La conversación, si esa era la palabra adecuada para definirla, no era más que una serie de murmullos por parte de Ivanov.
—Ah, ¿el valiente Peter se adelanta a explorar el peligro? ¿Zula espera atrás, lista para seguirlo? ¿No? ¿Por qué no? ¿Tal vez es mentira? ¿Sí? ¿Mentira? ¿Zula está en el sótano por otro motivo? ¿Tal vez porque está ENCADENADA A LA TUBERÍA? ¿Por qué el VALIENTE NOVIO la dejó atrás? ¿PARA MORIR? ¿Mientras el VALIENE NOVIO huye COMO UNA JODIDA RATA?
Una mano se posó amablemente sobre el hombro de Zula, y ella dio un respingo tan violento que prácticamente se magulló la muñeca cuando la esposa la detuvo en seco. Pero no era más que Csongor. Se había soltado. Se llevó un dedo a los labios, luego hincó una rodilla en tierra, en la actitud del hombre que propone matrimonio, y se puso a trabajar en la esposa con la horquilla. Al principio intentó acceder al agujero de la cerradura de la esposa que rodeaba su muñeca, pero apuntaba hacia abajo y le resultaba difícil encontrar el ángulo adecuado, así que desistió y empezó a trabajar en la que estaba enganchada a la tubería, que estaba inclinada convenientemente hacia él.
—¿Cómo una CHICA VALIENTE como Zula tiene semejante mierda de novio? —aullaba Ivanov—. ¿Qué pensarían tus padres de ti, Peter? ¿Quién te educó? ¿Lobos? ¿Gitanos? ¡Responde! No llores como una niña pequeña. ¡Ah, ¡PUÑETERO... PEDAZO... de MIERDA!
Recalcó cada una de las tres palabras con un estampido. Csongor dio un respingo al oír el primero y dejó caer la horquilla. Pronto la recuperó y continuó trabajando en la esposa.
Al sonido de la pistola de Ivanov, Zula se volvió instintivamente hacia la puerta situada en la base de las escaleras y permaneció en esa posición, enfocando toda su atención en las manos de Csongor, como una niña pequeña que piensa que el monstruo se irá si finge que no está allí.
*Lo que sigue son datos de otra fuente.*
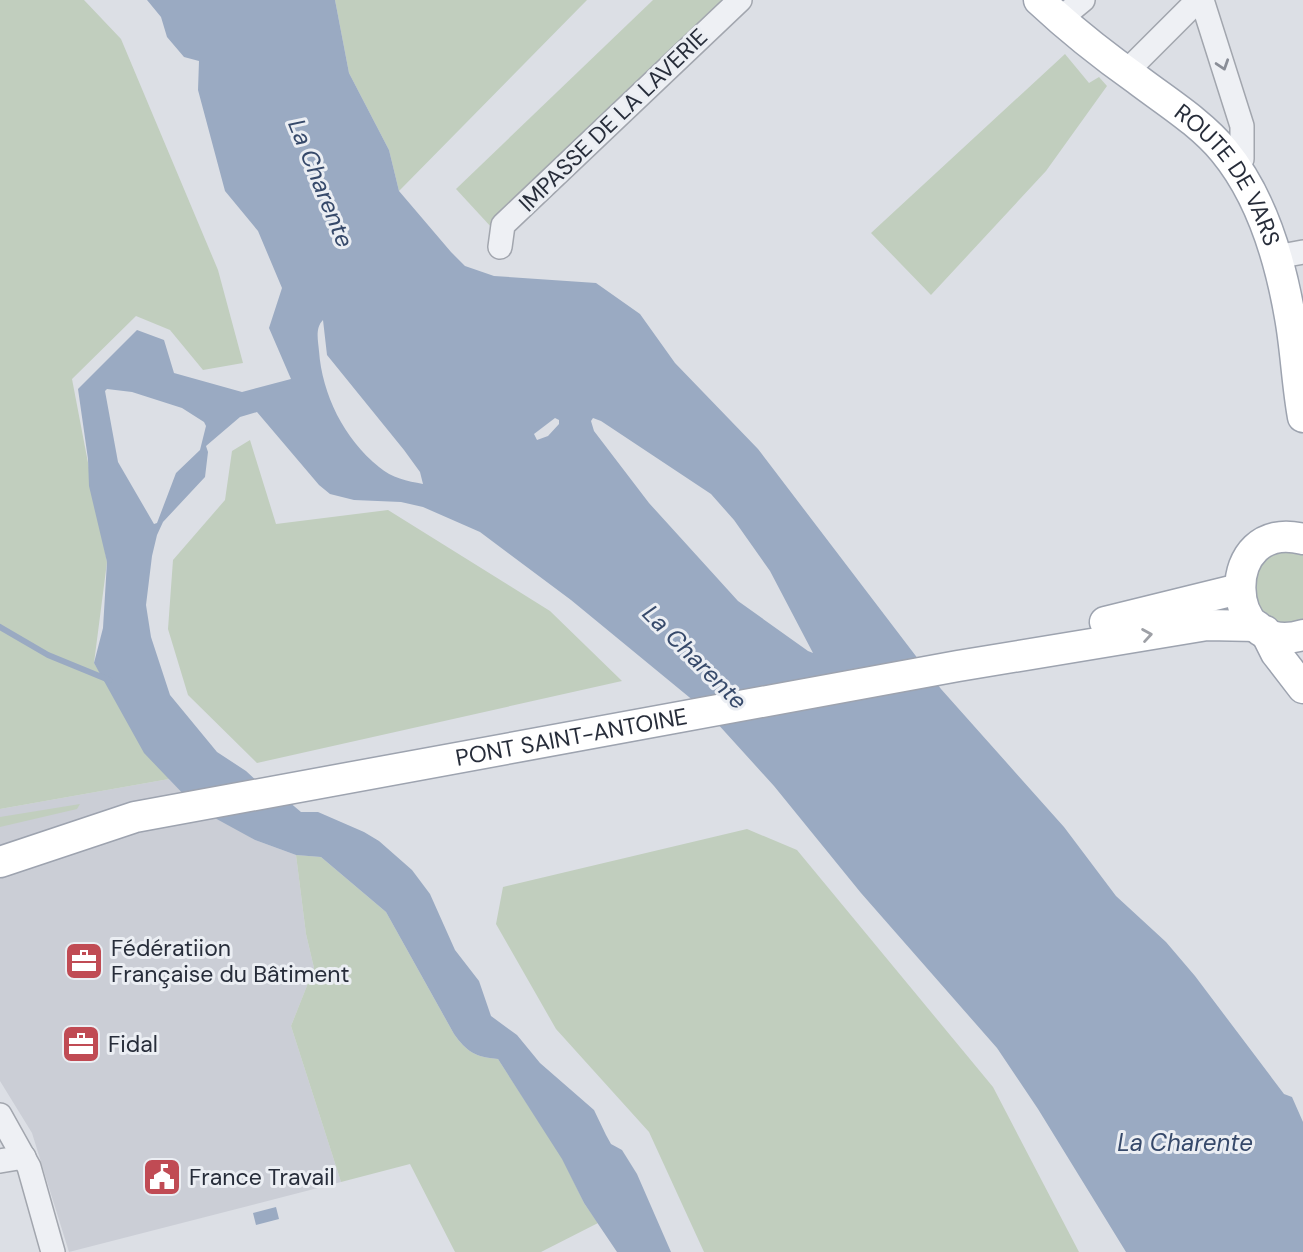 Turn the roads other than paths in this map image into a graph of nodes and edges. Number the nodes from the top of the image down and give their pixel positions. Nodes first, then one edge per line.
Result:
1 (740, 0) edge
2 (1083, 0) edge
3 (1200, 0) edge
4 (1050, 9) edge
5 (1126, 72) junction
6 (1237, 169) junction
7 (500, 247) dead end
8 (1290, 255) edge
9 (1302, 401) edge
10 (1300, 533) edge
11 (1238, 589) junction
12 (1203, 612) junction
13 (1261, 629) junction
14 (1301, 636) edge
15 (1300, 685) edge
16 (131, 810) junction
17 (0, 841) edge
18 (0, 862) edge
19 (0, 1115) edge
20 (24, 1157) junction
21 (0, 1161) edge
22 (53, 1252) edge

1 - 7 street, IMPASSE DE LA LAVERIE
2 - 4 street
3 - 5 street
3 -> 6 street
4 - 5 main road, ROUTE DE VARS
5 - 6 main road, ROUTE DE VARS
6 - 8 main road, ROUTE DE VARS
8 - 9 main road, ROUTE DE VARS
10 - 11 main road
11 - 12 main road, PONT SAINT-ANTOINE
11 - 13 main road
12 - 13 main road, PONT SAINT-ANTOINE
12 - 16 main road, PONT SAINT-ANTOINE
13 - 14 main road, PONT SAINT-ANTOINE
13 - 15 main road
14 - 15 main road
16 - 17 main road
16 - 18 main road
19 - 20 street
20 - 21 street
20 - 22 street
Era una tontería, pero no había sucedido nada en los últimos días que la preparara para nada como lo que al parecer le acababa de suceder a Peter.
—¡Csongor! —llamó una voz suave.
Zula y Csongor dieron un respingo y se volvieron para descubrir a Ivanov en la habitación, con una pistola semiautomática en la mano, apuntando al suelo.